TASK GOAL: Using the records that follow, tally the lines containing the word "América" and state only the count.

RECORDS FOR THE EXERCISE:
%%
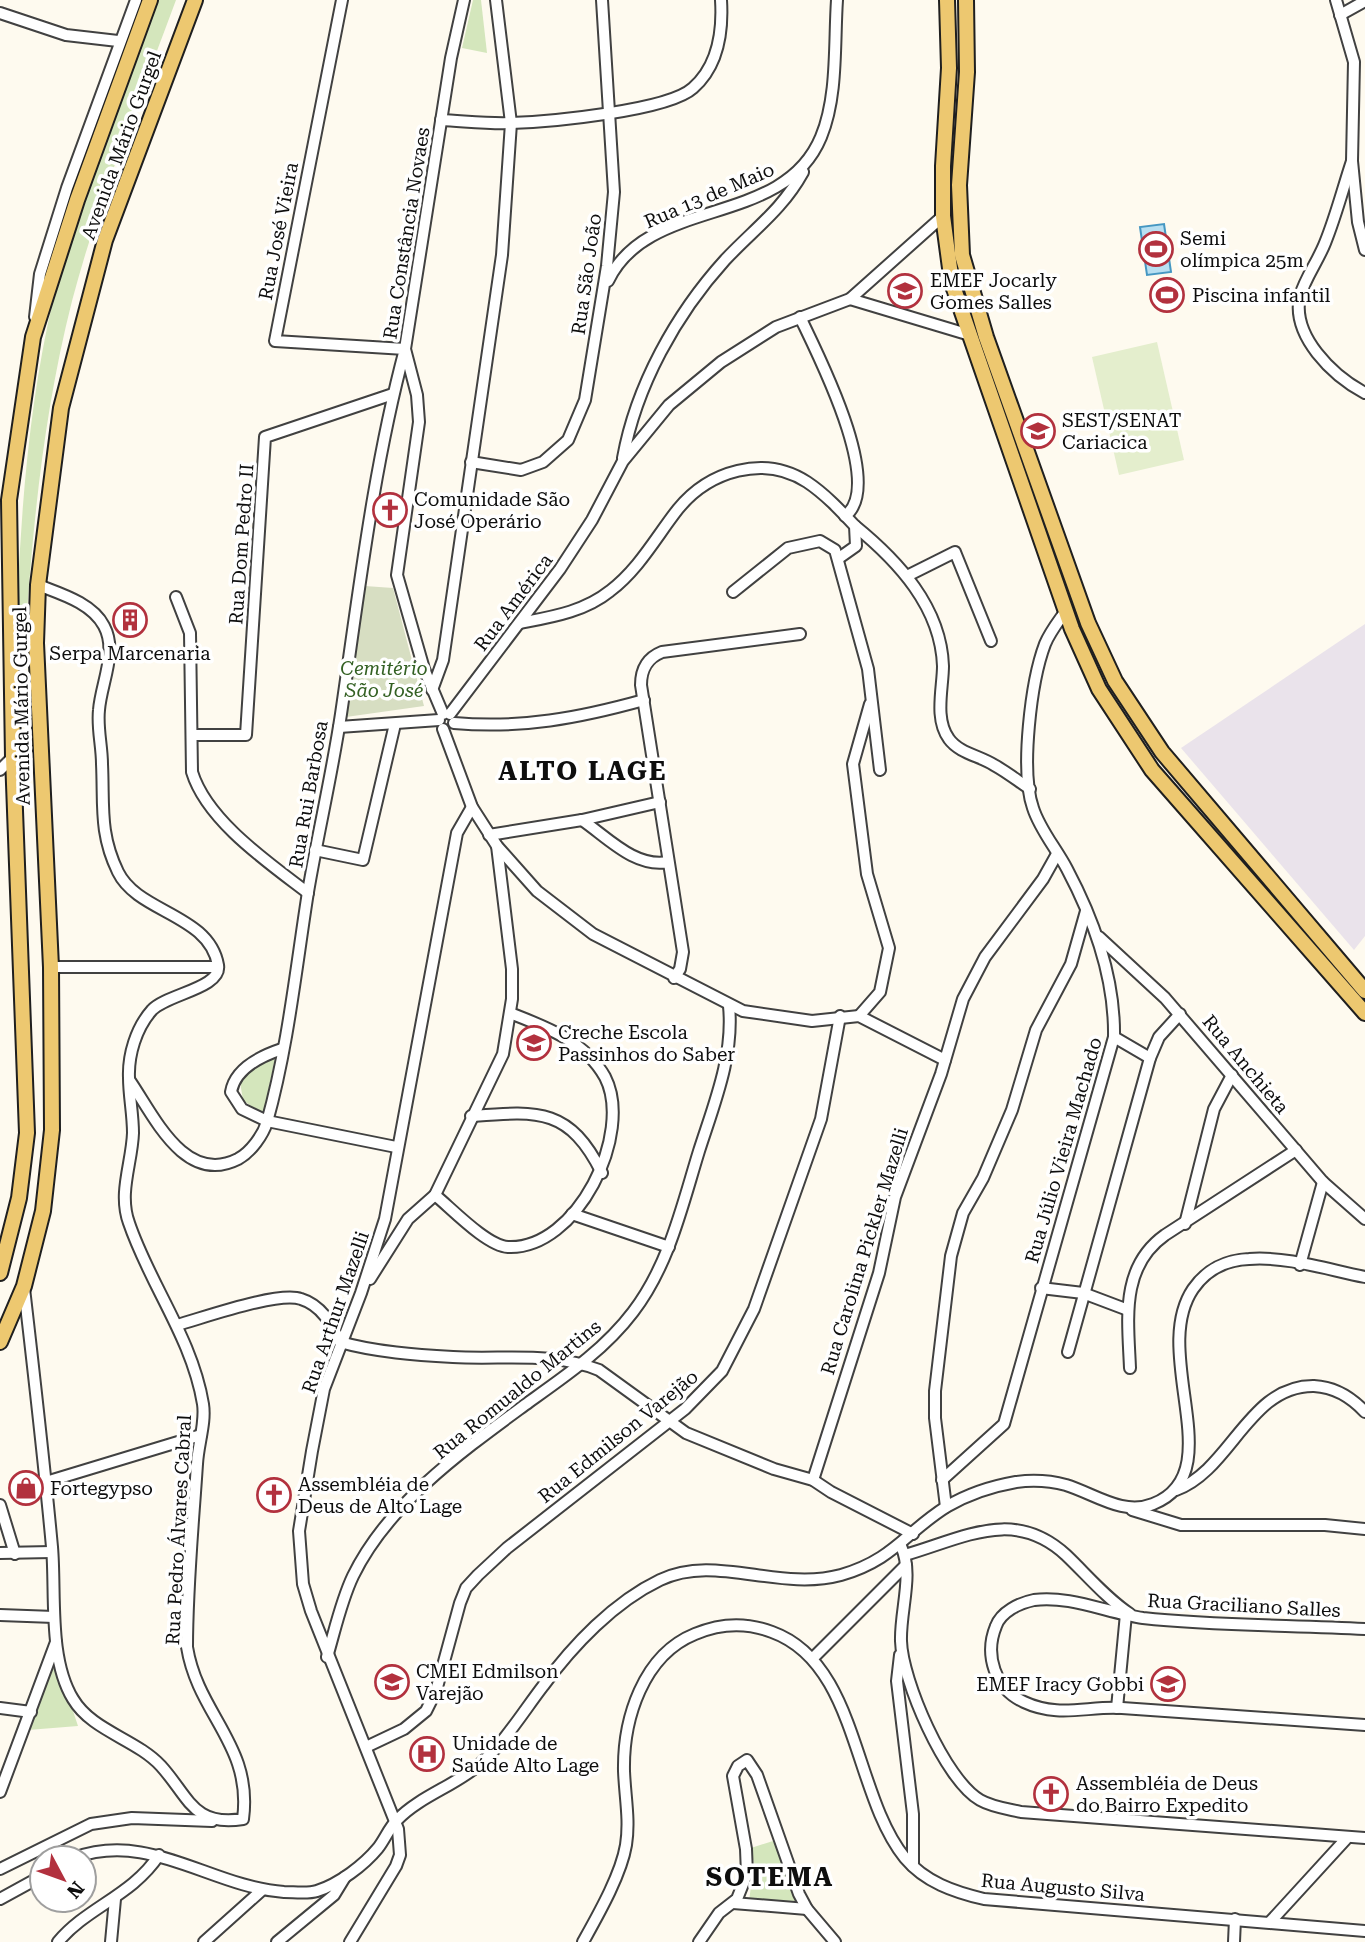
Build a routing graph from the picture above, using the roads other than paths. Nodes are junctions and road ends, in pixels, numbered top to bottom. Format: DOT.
graph roads {
  1 [pos="136,0"];
  2 [pos="150,0"];
  3 [pos="195,0"];
  4 [pos="342,0"];
  5 [pos="464,0"];
  6 [pos="496,0"];
  7 [pos="602,0"];
  8 [pos="721,0"];
  9 [pos="837,0"];
  10 [pos="947,0"];
  11 [pos="966,0"];
  12 [pos="1336,0"];
  13 [pos="1365,1"];
  14 [pos="0,13"];
  15 [pos="1340,15"];
  16 [pos="118,41"];
  17 [pos="1359,61"];
  18 [pos="610,111"];
  19 [pos="441,120"];
  20 [pos="511,123"];
  21 [pos="814,151"];
  22 [pos="1352,161"];
  23 [pos="943,216"];
  24 [pos="1365,250"];
  25 [pos="603,293"];
  26 [pos="850,299"];
  27 [pos="800,317"];
  28 [pos="970,335"];
  29 [pos="33,337"];
  30 [pos="405,349"];
  31 [pos="1365,393"];
  32 [pos="393,394"];
  33 [pos="623,461"];
  34 [pos="471,462"];
  35 [pos="845,516"];
  36 [pos="855,526"];
  37 [pos="839,558"];
  38 [pos="907,576"];
  39 [pos="38,585"];
  40 [pos="733,592"];
  41 [pos="176,597"];
  42 [pos="1065,612"];
  43 [pos="520,623"];
  44 [pos="800,634"];
  45 [pos="991,641"];
  46 [pos="432,690"];
  47 [pos="872,698"];
  48 [pos="643,700"];
  49 [pos="447,721"];
  50 [pos="396,724"];
  51 [pos="339,727"];
  52 [pos="192,735"];
  53 [pos="13,757"];
  54 [pos="0,770"];
  55 [pos="880,770"];
  56 [pos="1030,789"];
  57 [pos="660,802"];
  58 [pos="472,807"];
  59 [pos="582,820"];
  60 [pos="489,835"];
  61 [pos="496,846"];
  62 [pos="315,850"];
  63 [pos="1058,854"];
  64 [pos="668,862"];
  65 [pos="308,894"];
  66 [pos="1086,911"];
  67 [pos="1097,935"];
  68 [pos="51,967"];
  69 [pos="218,967"];
  70 [pos="674,978"];
  71 [pos="1365,991"];
  72 [pos="729,1006"];
  73 [pos="510,1013"];
  74 [pos="1365,1013"];
  75 [pos="1180,1014"];
  76 [pos="841,1016"];
  77 [pos="859,1016"];
  78 [pos="1114,1037"];
  79 [pos="282,1049"];
  80 [pos="1150,1058"];
  81 [pos="945,1060"];
  82 [pos="1232,1074"];
  83 [pos="128,1079"];
  84 [pos="471,1115"];
  85 [pos="267,1122"];
  86 [pos="396,1147"];
  87 [pos="1296,1150"];
  88 [pos="601,1173"];
  89 [pos="1323,1182"];
  90 [pos="435,1195"];
  91 [pos="386,1211"];
  92 [pos="572,1214"];
  93 [pos="408,1219"];
  94 [pos="1365,1219"];
  95 [pos="1185,1224"];
  96 [pos="669,1247"];
  97 [pos="1300,1265"];
  98 [pos="0,1273"];
  99 [pos="1365,1277"];
  100 [pos="24,1286"];
  101 [pos="1041,1288"];
  102 [pos="361,1293"];
  103 [pos="1083,1293"];
  104 [pos="1128,1310"];
  105 [pos="177,1325"];
  106 [pos="0,1342"];
  107 [pos="340,1342"];
  108 [pos="1068,1352"];
  109 [pos="582,1363"];
  110 [pos="1130,1368"];
  111 [pos="1365,1412"];
  112 [pos="670,1420"];
  113 [pos="201,1435"];
  114 [pos="813,1480"];
  115 [pos="942,1480"];
  116 [pos="46,1482"];
  117 [pos="1176,1490"];
  118 [pos="0,1505"];
  119 [pos="946,1507"];
  120 [pos="1124,1508"];
  121 [pos="1365,1529"];
  122 [pos="913,1534"];
  123 [pos="52,1552"];
  124 [pos="0,1553"];
  125 [pos="15,1553"];
  126 [pos="904,1555"];
  127 [pos="0,1615"];
  128 [pos="1129,1615"];
  129 [pos="54,1617"];
  130 [pos="1365,1629"];
  131 [pos="57,1640"];
  132 [pos="901,1645"];
  133 [pos="327,1657"];
  134 [pos="813,1658"];
  135 [pos="1117,1708"];
  136 [pos="0,1709"];
  137 [pos="30,1712"];
  138 [pos="1365,1725"];
  139 [pos="366,1748"];
  140 [pos="0,1792"];
  141 [pos="215,1821"];
  142 [pos="396,1821"];
  143 [pos="1365,1838"];
  144 [pos="1346,1839"];
  145 [pos="98,1852"];
  146 [pos="159,1855"];
  147 [pos="913,1866"];
  148 [pos="0,1868"];
  149 [pos="346,1876"];
  150 [pos="28,1884"];
  151 [pos="262,1890"];
  152 [pos="115,1899"];
  153 [pos="1,1900"];
  154 [pos="733,1903"];
  155 [pos="807,1909"];
  156 [pos="1234,1920"];
  157 [pos="1270,1922"];
  158 [pos="1365,1931"];
  159 [pos="58,1942"];
  160 [pos="111,1942"];
  161 [pos="204,1942"];
  162 [pos="277,1942"];
  163 [pos="350,1942"];
  164 [pos="583,1942"];
  165 [pos="698,1942"];
  166 [pos="835,1942"];
  167 [pos="1234,1942"];
  1 -- 16 [label="street, Avenida Mário Gurgel"];
  2 -- 29 [label="main road, Avenida Mário Gurgel"];
  3 -- 39 [label="main road, Avenida Mário Gurgel"];
  4 -- 30 [label="street, Rua José Vieira"];
  5 -- 19 [label="street, Rua Constância Novaes"];
  6 -- 20 [label="street"];
  7 -- 18 [label="street, Rua São João"];
  8 -- 18 [label="street"];
  9 -- 21 [label="street, Rua 13 de Maio"];
  10 -- 23 [label="main road"];
  11 -- 71 [label="main road"];
  12 -- 15 [label="street"];
  13 -- 15 [label="street"];
  14 -- 16 [label="street"];
  15 -- 17 [label="street"];
  16 -- 29 [label="street, Avenida Mário Gurgel"];
  17 -- 22 [label="street"];
  18 -- 20 [label="street"];
  18 -- 25 [label="street, Rua São João"];
  19 -- 20 [label="street"];
  19 -- 30 [label="street, Rua Constância Novaes"];
  20 -- 34 [label="street"];
  21 -- 25 [label="street, Rua 13 de Maio"];
  21 -- 33 [label="street"];
  22 -- 24 [label="street"];
  22 -- 31 [label="street"];
  23 -- 26 [label="street, Rua América"];
  23 -- 28 [label="main road"];
  25 -- 34 [label="street, Rua São João"];
  26 -- 27 [label="street, Rua América"];
  26 -- 28 [label="street"];
  27 -- 33 [label="street, Rua América"];
  27 -- 35 [label="street"];
  28 -- 42 [label="main road"];
  29 -- 53 [label="main road, Avenida Mário Gurgel"];
  30 -- 32 [label="street, Rua Rui Barbosa"];
  30 -- 46 [label="street, Rua Constância Novaes"];
  32 -- 51 [label="street, Rua Rui Barbosa"];
  32 -- 52 [label="street, Rua Dom Pedro II"];
  33 -- 43 [label="street, Rua América"];
  34 -- 46 [label="street"];
  35 -- 36 [label="street"];
  35 -- 43 [label="street"];
  36 -- 37 [label="street"];
  36 -- 38 [label="street"];
  37 -- 40 [label="street"];
  37 -- 47 [label="street"];
  38 -- 45 [label="street"];
  38 -- 56 [label="street"];
  39 -- 68 [label="main road, Avenida Mário Gurgel"];
  39 -- 69 [label="street"];
  41 -- 52 [label="street"];
  42 -- 56 [label="street, Rua Júlio Vieira Machado"];
  42 -- 74 [label="main road"];
  43 -- 49 [label="street, Rua América"];
  44 -- 48 [label="street"];
  46 -- 49 [label="street, Rua Constância Novaes"];
  47 -- 55 [label="street"];
  47 -- 77 [label="street"];
  48 -- 49 [label="street"];
  48 -- 57 [label="street"];
  49 -- 50 [label="street"];
  49 -- 58 [label="street, Rua Constância Novaes"];
  50 -- 51 [label="street"];
  50 -- 62 [label="street"];
  51 -- 62 [label="street, Rua Rui Barbosa"];
  52 -- 65 [label="street"];
  53 -- 54 [label="street"];
  53 -- 98 [label="main road, Avenida Mário Gurgel"];
  56 -- 63 [label="street, Rua Júlio Vieira Machado"];
  57 -- 59 [label="street"];
  57 -- 64 [label="street"];
  58 -- 60 [label="street"];
  58 -- 86 [label="street, Rua Arthur Mazelli"];
  59 -- 60 [label="street"];
  59 -- 64 [label="street"];
  60 -- 61 [label="street"];
  61 -- 70 [label="street"];
  61 -- 73 [label="street"];
  62 -- 65 [label="street, Rua Rui Barbosa"];
  63 -- 66 [label="street, Rua Júlio Vieira Machado"];
  63 -- 81 [label="street, Rua Carolina Pickler Mazelli"];
  64 -- 70 [label="street"];
  65 -- 79 [label="street, Rua Rui Barbosa"];
  66 -- 67 [label="street, Rua Júlio Vieira Machado"];
  66 -- 115 [label="street"];
  67 -- 75 [label="street, Rua Anchieta"];
  67 -- 78 [label="street, Rua Júlio Vieira Machado"];
  68 -- 69 [label="street"];
  68 -- 100 [label="main road, Avenida Mário Gurgel"];
  69 -- 83 [label="street, Rua Pedro Álvares Cabral"];
  70 -- 72 [label="street"];
  72 -- 76 [label="street"];
  72 -- 96 [label="street, Rua Romualdo Martins"];
  73 -- 84 [label="street"];
  73 -- 88 [label="street"];
  75 -- 80 [label="street"];
  75 -- 82 [label="street, Rua Anchieta"];
  76 -- 77 [label="street"];
  76 -- 112 [label="street, Rua Edmilson Varejão"];
  77 -- 81 [label="street"];
  78 -- 80 [label="street"];
  78 -- 101 [label="street, Rua Júlio Vieira Machado"];
  79 -- 85 [label="street, Rua Rui Barbosa"];
  79 -- 85 [label="street"];
  80 -- 103 [label="street"];
  81 -- 114 [label="street, Rua Carolina Pickler Mazelli"];
  82 -- 87 [label="street, Rua Anchieta"];
  82 -- 95 [label="street"];
  83 -- 85 [label="street"];
  83 -- 105 [label="street, Rua Pedro Álvares Cabral"];
  84 -- 88 [label="street"];
  84 -- 90 [label="street"];
  85 -- 86 [label="street"];
  86 -- 91 [label="street, Rua Arthur Mazelli"];
  87 -- 89 [label="street, Rua Anchieta"];
  87 -- 95 [label="street"];
  88 -- 92 [label="street"];
  89 -- 94 [label="street, Rua Anchieta"];
  89 -- 97 [label="street"];
  90 -- 92 [label="street"];
  90 -- 93 [label="street"];
  91 -- 93 [label="street"];
  91 -- 102 [label="street, Rua Arthur Mazelli"];
  92 -- 96 [label="street"];
  93 -- 102 [label="street"];
  95 -- 104 [label="street"];
  96 -- 109 [label="street, Rua Romualdo Martins"];
  97 -- 99 [label="street"];
  97 -- 117 [label="street"];
  100 -- 106 [label="main road, Avenida Mário Gurgel"];
  100 -- 116 [label="street"];
  101 -- 103 [label="street"];
  101 -- 115 [label="street, Rua Júlio Vieira Machado"];
  102 -- 107 [label="street, Rua Arthur Mazelli"];
  103 -- 104 [label="street"];
  103 -- 108 [label="street"];
  104 -- 110 [label="street"];
  105 -- 107 [label="street"];
  105 -- 113 [label="street, Rua Pedro Álvares Cabral"];
  107 -- 109 [label="street"];
  107 -- 133 [label="street, Rua Arthur Mazelli"];
  109 -- 112 [label="street"];
  109 -- 133 [label="street, Rua Romualdo Martins"];
  111 -- 117 [label="street"];
  112 -- 114 [label="street"];
  112 -- 139 [label="street, Rua Edmilson Varejão"];
  113 -- 116 [label="street"];
  113 -- 141 [label="street, Rua Pedro Álvares Cabral"];
  114 -- 122 [label="street"];
  115 -- 119 [label="street"];
  116 -- 123 [label="street"];
  117 -- 120 [label="street"];
  118 -- 125 [label="street"];
  119 -- 120 [label="street"];
  119 -- 122 [label="street"];
  120 -- 121 [label="street"];
  122 -- 126 [label="street"];
  123 -- 125 [label="street"];
  123 -- 129 [label="street"];
  124 -- 125 [label="street"];
  126 -- 128 [label="street, Rua Graciliano Salles"];
  126 -- 132 [label="street"];
  126 -- 134 [label="street"];
  126 -- 142 [label="street"];
  127 -- 129 [label="street"];
  128 -- 130 [label="street, Rua Graciliano Salles"];
  128 -- 135 [label="street, Rua Graciliano Salles"];
  128 -- 135 [label="street"];
  129 -- 131 [label="street"];
  131 -- 137 [label="street"];
  131 -- 141 [label="street"];
  132 -- 144 [label="street"];
  132 -- 147 [label="street"];
  133 -- 139 [label="street, Rua Arthur Mazelli"];
  134 -- 147 [label="street, Rua Augusto Silva"];
  134 -- 164 [label="street"];
  135 -- 138 [label="street"];
  136 -- 137 [label="street"];
  137 -- 140 [label="street"];
  139 -- 142 [label="street, Rua Arthur Mazelli"];
  141 -- 148 [label="street"];
  142 -- 149 [label="street"];
  142 -- 163 [label="street, Rua Arthur Mazelli"];
  143 -- 144 [label="street"];
  144 -- 157 [label="street"];
  145 -- 146 [label="street"];
  146 -- 151 [label="street"];
  146 -- 152 [label="street"];
  147 -- 156 [label="street, Rua Augusto Silva"];
  149 -- 151 [label="street"];
  149 -- 162 [label="street"];
  150 -- 153 [label="street"];
  151 -- 161 [label="street"];
  152 -- 159 [label="street"];
  152 -- 160 [label="street"];
  154 -- 155 [label="street"];
  154 -- 155 [label="street"];
  154 -- 165 [label="street"];
  155 -- 166 [label="street"];
  156 -- 157 [label="street, Rua Augusto Silva"];
  156 -- 167 [label="street"];
  157 -- 158 [label="street, Rua Augusto Silva"];
}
%%
ANSWER BELOW: 5